• _Data shown_:
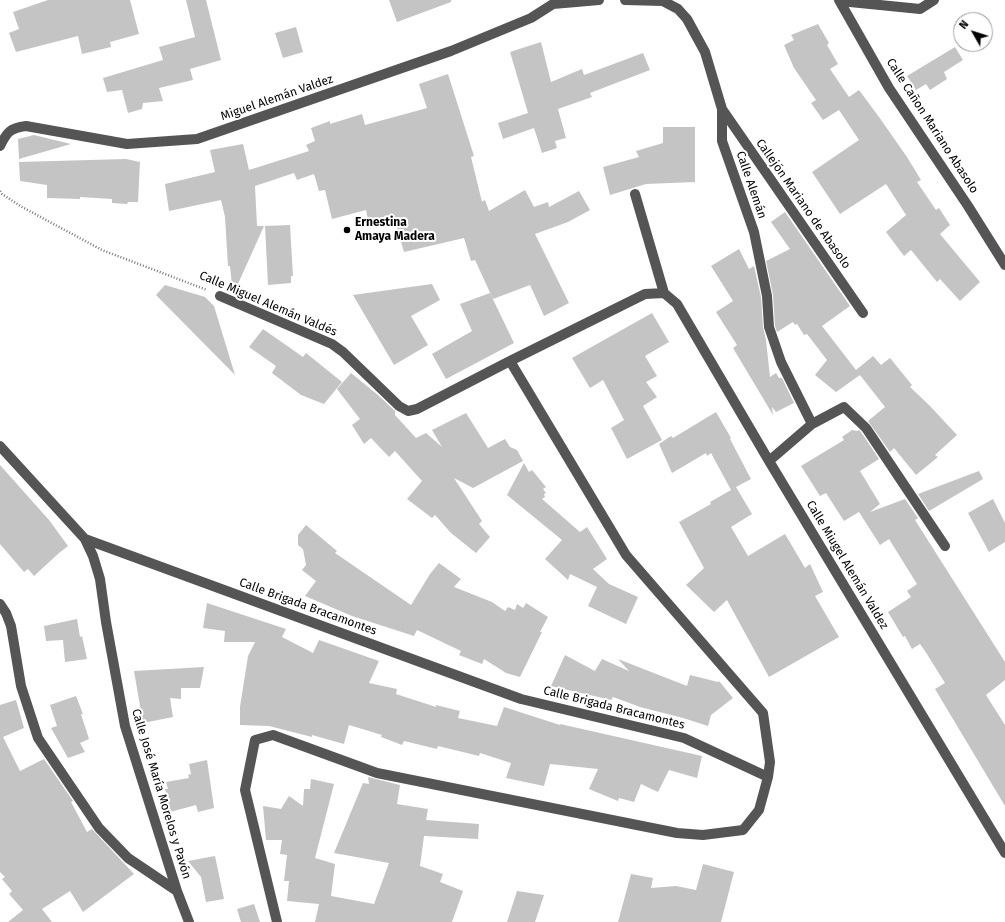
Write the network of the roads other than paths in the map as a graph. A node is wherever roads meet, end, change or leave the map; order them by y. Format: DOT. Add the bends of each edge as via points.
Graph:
graph roads {
  1 [pos="599,0"];
  2 [pos="625,0"];
  3 [pos="839,0"];
  4 [pos="934,0"];
  5 [pos="555,2"];
  6 [pos="722,109"];
  7 [pos="0,146"];
  8 [pos="635,194"];
  9 [pos="1005,265"];
  10 [pos="664,293"];
  11 [pos="220,296"];
  12 [pos="863,313"];
  13 [pos="510,361"];
  14 [pos="812,424"];
  15 [pos="0,446"];
  16 [pos="769,461"];
  17 [pos="85,539"];
  18 [pos="945,546"];
  19 [pos="0,604"];
  20 [pos="768,777"];
  21 [pos="1005,853"];
  22 [pos="177,891"];
  23 [pos="189,922"];
  24 [pos="277,922"];
  1 -- 5 [label="street"];
  2 -- 6 [label="street, Calle Alemán" via="663,1 678,9 687,19 705,52"];
  3 -- 4 [label="street" via="920,9"];
  3 -- 9 [label="street, Calle Cañon Mariano Abasolo" via="889,88"];
  5 -- 7 [label="street, Miguel Alemán Valdez" via="531,18 451,51 197,140 127,144 26,126 15,128"];
  6 -- 12 [label="street, Callejón Mariano de Abasolo"];
  6 -- 14 [label="street, Calle Alemán" via="722,141 754,232 767,296 769,327 781,362"];
  8 -- 10 [label="street"];
  10 -- 13 [label="street, Calle Miguel Alemán Valdés" via="645,294"];
  10 -- 16 [label="street, Calle Miugel Alemán Valdez" via="677,304"];
  11 -- 13 [label="street, Calle Miguel Alemán Valdés" via="332,344 399,406 408,411 417,409"];
  13 -- 20 [label="street" via="626,555 763,713 770,762"];
  14 -- 16 [label="street"];
  14 -- 18 [label="street" via="844,407 866,428"];
  15 -- 17 [label="street, Calle José María Morelos y Pavón"];
  16 -- 21 [label="street, Calle Miugel Alemán Valdez"];
  17 -- 20 [label="street, Calle Brigada Bracamontes" via="521,699 684,738"];
  17 -- 22 [label="street, Calle José María Morelos y Pavón" via="100,579 125,726"];
  19 -- 22 [label="street" via="11,626 21,686 38,738 99,828 128,858"];
  20 -- 24 [label="street" via="759,810 743,830 703,835 677,833 377,773 272,735 255,740 245,790"];
  22 -- 23 [label="street, Calle José María Morelos y Pavón"];
}
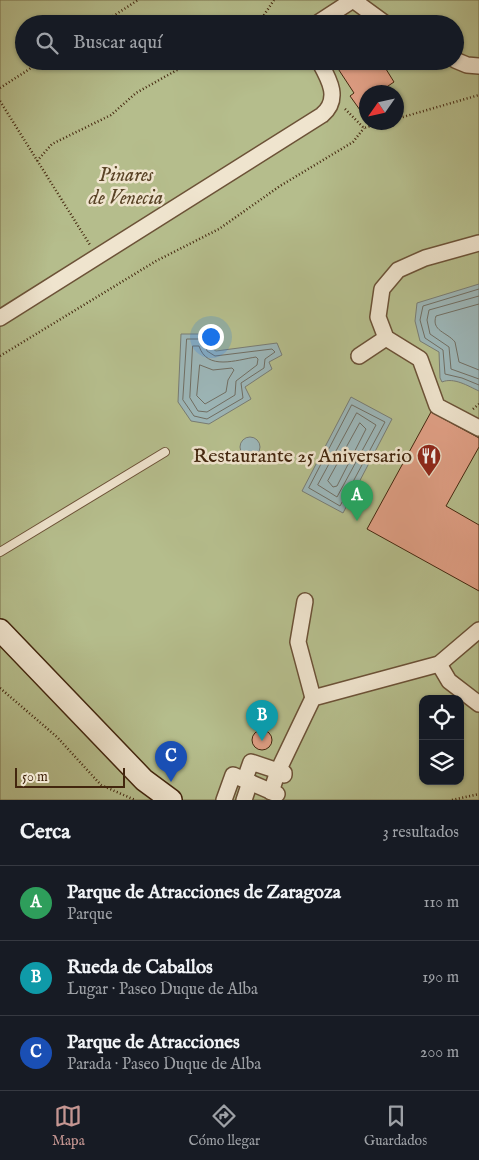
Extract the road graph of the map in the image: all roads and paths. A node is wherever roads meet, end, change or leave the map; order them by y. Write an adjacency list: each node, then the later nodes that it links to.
1 (138, 0): 4 (path)
2 (274, 0): 5 (path)
3 (353, 0): 6 (street); 7 (street)
4 (115, 15)
5 (264, 15)
6 (330, 15)
7 (374, 15)
8 (464, 64): 9 (street)
9 (479, 66)
10 (28, 70): 13 (path)
11 (176, 70): 20 (path)
12 (324, 70): 15 (street)
13 (0, 88)
14 (479, 94): 17 (path)
15 (332, 96): 18 (path); 22 (street)
16 (0, 101): 20 (path)
17 (404, 117)
18 (359, 123)
19 (362, 130): 25 (path)
20 (37, 161): 22 (path)
21 (479, 243): 24 (street)
22 (97, 256): 23 (street)
23 (0, 318)
24 (386, 338): 26 (street); 27 (street)
25 (0, 356)
26 (359, 356)
27 (479, 428)
28 (165, 452): 29 (lane)
29 (0, 552)
30 (305, 602): 35 (street)
31 (0, 630): 41 (street)
32 (479, 630): 33 (street)
33 (439, 664): 35 (street); 36 (street)
34 (0, 688): 40 (path)
35 (313, 698): 37 (street)
36 (479, 704)
37 (266, 767): 38 (street); 38 (street)
38 (260, 788): 42 (street); 43 (street)
39 (479, 794): 44 (path)
40 (135, 800)
41 (172, 800)
42 (224, 800)
43 (244, 800)
44 (452, 800)

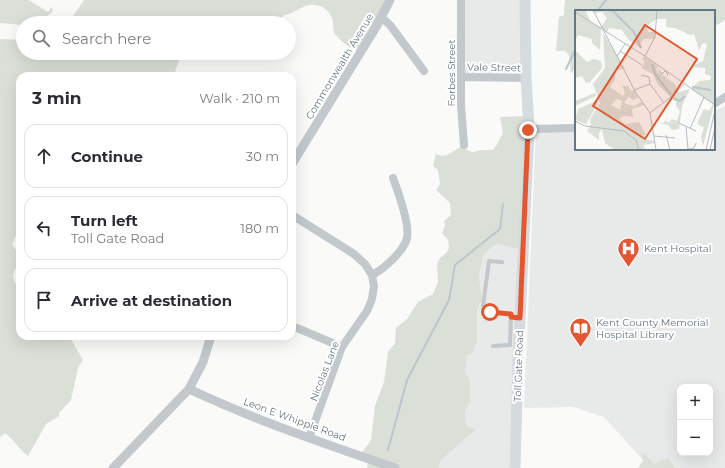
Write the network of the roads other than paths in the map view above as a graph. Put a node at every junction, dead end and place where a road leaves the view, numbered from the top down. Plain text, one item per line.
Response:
1 (390, 0) edge
2 (460, 0) edge
3 (525, 0) edge
4 (381, 17) junction
5 (424, 71) dead end
6 (462, 77) junction
7 (526, 78) junction
8 (725, 98) edge
9 (715, 103) edge
10 (575, 128) edge
11 (528, 130) junction
12 (464, 145) dead end
13 (296, 157) edge
14 (393, 178) dead end
15 (296, 218) edge
16 (502, 262) dead end
17 (372, 275) junction
18 (515, 317) junction
19 (297, 328) dead end
20 (210, 340) edge
21 (494, 346) dead end
22 (514, 346) junction
23 (342, 347) junction
24 (188, 389) junction
25 (309, 438) junction
26 (113, 468) edge
27 (395, 468) edge
28 (514, 468) edge

1 - 4 street, Commonwealth Avenue
2 - 6 street, Forbes Street
3 - 7 main road, Toll Gate Road
4 - 5 street
4 - 13 street, Commonwealth Avenue
6 - 7 street, Vale Street
6 - 12 street, Forbes Street
7 - 11 main road, Toll Gate Road
8 - 9 street
10 - 11 street
11 - 18 main road, Toll Gate Road
14 - 17 street
15 - 17 street
16 - 18 lane
17 - 23 street, Nicolas Lane
18 - 22 main road, Toll Gate Road
19 - 23 street
20 - 24 street
21 - 22 lane
22 - 28 main road, Toll Gate Road
23 - 25 street, Nicolas Lane
24 - 25 street, Leon E Whipple Road
24 - 26 street
25 - 27 street, Leon E Whipple Road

• _Work required_: When repeating the entries, leave out every picture and keep the rest exact.

• _Response to the exercise_:
Write the network of the roads other than paths in the map as a graph. A node is wherever roads meet, end, change or leave the map; order them by y. Format: DOT. Add the bends of each edge as via points.
Graph:
graph roads {
  1 [pos="599,0"];
  2 [pos="625,0"];
  3 [pos="839,0"];
  4 [pos="934,0"];
  5 [pos="555,2"];
  6 [pos="722,109"];
  7 [pos="0,146"];
  8 [pos="635,194"];
  9 [pos="1005,265"];
  10 [pos="664,293"];
  11 [pos="220,296"];
  12 [pos="863,313"];
  13 [pos="510,361"];
  14 [pos="812,424"];
  15 [pos="0,446"];
  16 [pos="769,461"];
  17 [pos="85,539"];
  18 [pos="945,546"];
  19 [pos="0,604"];
  20 [pos="768,777"];
  21 [pos="1005,853"];
  22 [pos="177,891"];
  23 [pos="189,922"];
  24 [pos="277,922"];
  1 -- 5 [label="street"];
  2 -- 6 [label="street, Calle Alemán" via="663,1 678,9 687,19 705,52"];
  3 -- 4 [label="street" via="920,9"];
  3 -- 9 [label="street, Calle Cañon Mariano Abasolo" via="889,88"];
  5 -- 7 [label="street, Miguel Alemán Valdez" via="531,18 451,51 197,140 127,144 26,126 15,128"];
  6 -- 12 [label="street, Callejón Mariano de Abasolo"];
  6 -- 14 [label="street, Calle Alemán" via="722,141 754,232 767,296 769,327 781,362"];
  8 -- 10 [label="street"];
  10 -- 13 [label="street, Calle Miguel Alemán Valdés" via="645,294"];
  10 -- 16 [label="street, Calle Miugel Alemán Valdez" via="677,304"];
  11 -- 13 [label="street, Calle Miguel Alemán Valdés" via="332,344 399,406 408,411 417,409"];
  13 -- 20 [label="street" via="626,555 763,713 770,762"];
  14 -- 16 [label="street"];
  14 -- 18 [label="street" via="844,407 866,428"];
  15 -- 17 [label="street, Calle José María Morelos y Pavón"];
  16 -- 21 [label="street, Calle Miugel Alemán Valdez"];
  17 -- 20 [label="street, Calle Brigada Bracamontes" via="521,699 684,738"];
  17 -- 22 [label="street, Calle José María Morelos y Pavón" via="100,579 125,726"];
  19 -- 22 [label="street" via="11,626 21,686 38,738 99,828 128,858"];
  20 -- 24 [label="street" via="759,810 743,830 703,835 677,833 377,773 272,735 255,740 245,790"];
  22 -- 23 [label="street, Calle José María Morelos y Pavón"];
}
Extract the road graph of the map in the image: all roads and paths. A node is wherever roads meet, end, change or leave the map; order them by y. Write an adjacency list: each node, then the later nodes that it links to.
1 (138, 0): 4 (path)
2 (274, 0): 5 (path)
3 (353, 0): 6 (street); 7 (street)
4 (115, 15)
5 (264, 15)
6 (330, 15)
7 (374, 15)
8 (464, 64): 9 (street)
9 (479, 66)
10 (28, 70): 13 (path)
11 (176, 70): 20 (path)
12 (324, 70): 15 (street)
13 (0, 88)
14 (479, 94): 17 (path)
15 (332, 96): 18 (path); 22 (street)
16 (0, 101): 20 (path)
17 (404, 117)
18 (359, 123)
19 (362, 130): 25 (path)
20 (37, 161): 22 (path)
21 (479, 243): 24 (street)
22 (97, 256): 23 (street)
23 (0, 318)
24 (386, 338): 26 (street); 27 (street)
25 (0, 356)
26 (359, 356)
27 (479, 428)
28 (165, 452): 29 (lane)
29 (0, 552)
30 (305, 602): 35 (street)
31 (0, 630): 41 (street)
32 (479, 630): 33 (street)
33 (439, 664): 35 (street); 36 (street)
34 (0, 688): 40 (path)
35 (313, 698): 37 (street)
36 (479, 704)
37 (266, 767): 38 (street); 38 (street)
38 (260, 788): 42 (street); 43 (street)
39 (479, 794): 44 (path)
40 (135, 800)
41 (172, 800)
42 (224, 800)
43 (244, 800)
44 (452, 800)

Write the network of the roads other than paths in the map view above as a graph. Put a node at every junction, dead end and place where a road leaves the view, numbered from the top down. Plain text, one item per line.
Response:
1 (390, 0) edge
2 (460, 0) edge
3 (525, 0) edge
4 (381, 17) junction
5 (424, 71) dead end
6 (462, 77) junction
7 (526, 78) junction
8 (725, 98) edge
9 (715, 103) edge
10 (575, 128) edge
11 (528, 130) junction
12 (464, 145) dead end
13 (296, 157) edge
14 (393, 178) dead end
15 (296, 218) edge
16 (502, 262) dead end
17 (372, 275) junction
18 (515, 317) junction
19 (297, 328) dead end
20 (210, 340) edge
21 (494, 346) dead end
22 (514, 346) junction
23 (342, 347) junction
24 (188, 389) junction
25 (309, 438) junction
26 (113, 468) edge
27 (395, 468) edge
28 (514, 468) edge

1 - 4 street, Commonwealth Avenue
2 - 6 street, Forbes Street
3 - 7 main road, Toll Gate Road
4 - 5 street
4 - 13 street, Commonwealth Avenue
6 - 7 street, Vale Street
6 - 12 street, Forbes Street
7 - 11 main road, Toll Gate Road
8 - 9 street
10 - 11 street
11 - 18 main road, Toll Gate Road
14 - 17 street
15 - 17 street
16 - 18 lane
17 - 23 street, Nicolas Lane
18 - 22 main road, Toll Gate Road
19 - 23 street
20 - 24 street
21 - 22 lane
22 - 28 main road, Toll Gate Road
23 - 25 street, Nicolas Lane
24 - 25 street, Leon E Whipple Road
24 - 26 street
25 - 27 street, Leon E Whipple Road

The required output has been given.